Saddam dan teman-temannya hanya diam menyimak, mereka tidak terlalu paham, karena bahasa Minang mereka terlalu daerah untuk mereka yang tinggal di kota. Jadi, bahasanya sedikit berbeda. Namun, itu dari ucapan pembeli yang sejak tadi bicara menyalahkan anak bungsu Nek Raisyah yang bernama Riska.
"Ba gakti Uni Nur tu? Iyo Ndak? —Bagaimana menurut Kak Nur? Iya kan?" Diantara pembeli minta pendapat.
"Awak kurang paham, Ndak tau awak doh! —Aku tidak tahu pasti, kurang jelas!" jawab si penjual lontong.
Untungnya, dari ucapan para pembeli di sana, tidak ada yang tahu jika Agung juga kesurupan magrib kemarin. Jika tahu, mungkin mereka akan bicara semakin jadi.
Usai makan, mereka memilih tetap duduk di kedai lontong sampai kedai sepi pembeli dan dagangannya hampir habis, hanya tersisa sedikit.
"Bagaimana keadaan kalian di Rumah Tek Raisyah? Aman kan?" Suami penjual lontong duduk dekat mereka.
"Alhamdulillah, aman saja Bang," jawab Viko.

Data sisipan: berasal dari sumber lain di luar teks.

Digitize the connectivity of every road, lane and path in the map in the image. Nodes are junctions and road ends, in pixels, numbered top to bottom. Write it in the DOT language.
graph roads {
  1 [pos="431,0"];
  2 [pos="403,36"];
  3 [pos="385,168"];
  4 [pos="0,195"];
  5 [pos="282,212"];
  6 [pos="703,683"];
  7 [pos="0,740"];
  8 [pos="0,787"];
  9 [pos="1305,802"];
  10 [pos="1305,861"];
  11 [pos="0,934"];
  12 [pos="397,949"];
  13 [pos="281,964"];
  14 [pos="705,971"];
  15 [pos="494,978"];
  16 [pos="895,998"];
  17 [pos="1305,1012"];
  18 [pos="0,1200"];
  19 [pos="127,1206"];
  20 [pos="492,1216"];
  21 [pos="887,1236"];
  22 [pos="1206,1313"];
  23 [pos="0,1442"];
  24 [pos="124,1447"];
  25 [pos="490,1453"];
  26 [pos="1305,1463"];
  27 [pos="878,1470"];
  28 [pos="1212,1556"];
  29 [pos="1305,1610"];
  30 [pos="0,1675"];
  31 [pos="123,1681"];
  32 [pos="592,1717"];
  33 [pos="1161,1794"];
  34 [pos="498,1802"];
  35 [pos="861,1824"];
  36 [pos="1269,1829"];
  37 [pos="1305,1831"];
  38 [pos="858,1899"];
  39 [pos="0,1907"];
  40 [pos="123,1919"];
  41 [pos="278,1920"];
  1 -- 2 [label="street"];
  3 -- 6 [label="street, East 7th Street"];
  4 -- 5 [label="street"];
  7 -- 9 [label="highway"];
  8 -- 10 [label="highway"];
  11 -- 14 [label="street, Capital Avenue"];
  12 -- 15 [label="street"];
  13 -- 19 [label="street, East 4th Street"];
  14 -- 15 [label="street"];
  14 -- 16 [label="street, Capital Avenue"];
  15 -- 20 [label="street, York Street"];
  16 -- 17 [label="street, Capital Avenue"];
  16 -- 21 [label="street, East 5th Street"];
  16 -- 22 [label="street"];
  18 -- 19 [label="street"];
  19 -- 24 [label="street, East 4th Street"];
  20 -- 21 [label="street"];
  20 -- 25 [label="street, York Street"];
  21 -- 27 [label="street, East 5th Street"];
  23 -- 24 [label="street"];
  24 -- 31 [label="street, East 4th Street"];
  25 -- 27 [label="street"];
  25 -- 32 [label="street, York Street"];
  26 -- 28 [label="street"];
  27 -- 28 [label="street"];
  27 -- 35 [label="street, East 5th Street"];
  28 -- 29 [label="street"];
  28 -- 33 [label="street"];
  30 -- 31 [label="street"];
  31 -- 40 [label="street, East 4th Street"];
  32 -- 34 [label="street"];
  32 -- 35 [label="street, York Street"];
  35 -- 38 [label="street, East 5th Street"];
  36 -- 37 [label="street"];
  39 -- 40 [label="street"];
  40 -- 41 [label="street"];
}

"Syukurlah. Jangan terlalu dipikirkan ucapan para warga. Saya pribadi tidak pernah melihat wujud hantu Riska itu, bahkan saya sengaja malam-malam berkeliaran dan menantang agar bertemu. Saya ingin memastikan, kasihan saya sama Tek Raisyah selalu menjadi bahan gunjingan, anaknya dituduh menjadi hantu pembunuh yang menyesatkan para pemuda."
"Tapi, Mirna itu nama perempuan kan Bang?" Diro bertanya.
"Iya, seorang janda yang tidak punya anak," jawabnya.
"Berarti bukan hanya pemuda, tapi hampir seluruh warga berbeda umur dan jenis kelamin," sambung Saddam karena yang meninggal waktu itu adalah ibu-ibu dan yg kesurupan semalam seorang janda muda.
"Iya, sekarang merata, kalau tahun-tahun sebelumnya itu laki-laki, lebih lagi berusia remaja begitu."
"Apakah mungkin ada yang melihat penampakan selain wajah almarhum Riska itu, Bang?" tanya Saddam. Suami penjual lontong itu menatap Saddam lama, kemudian melihat sekitar.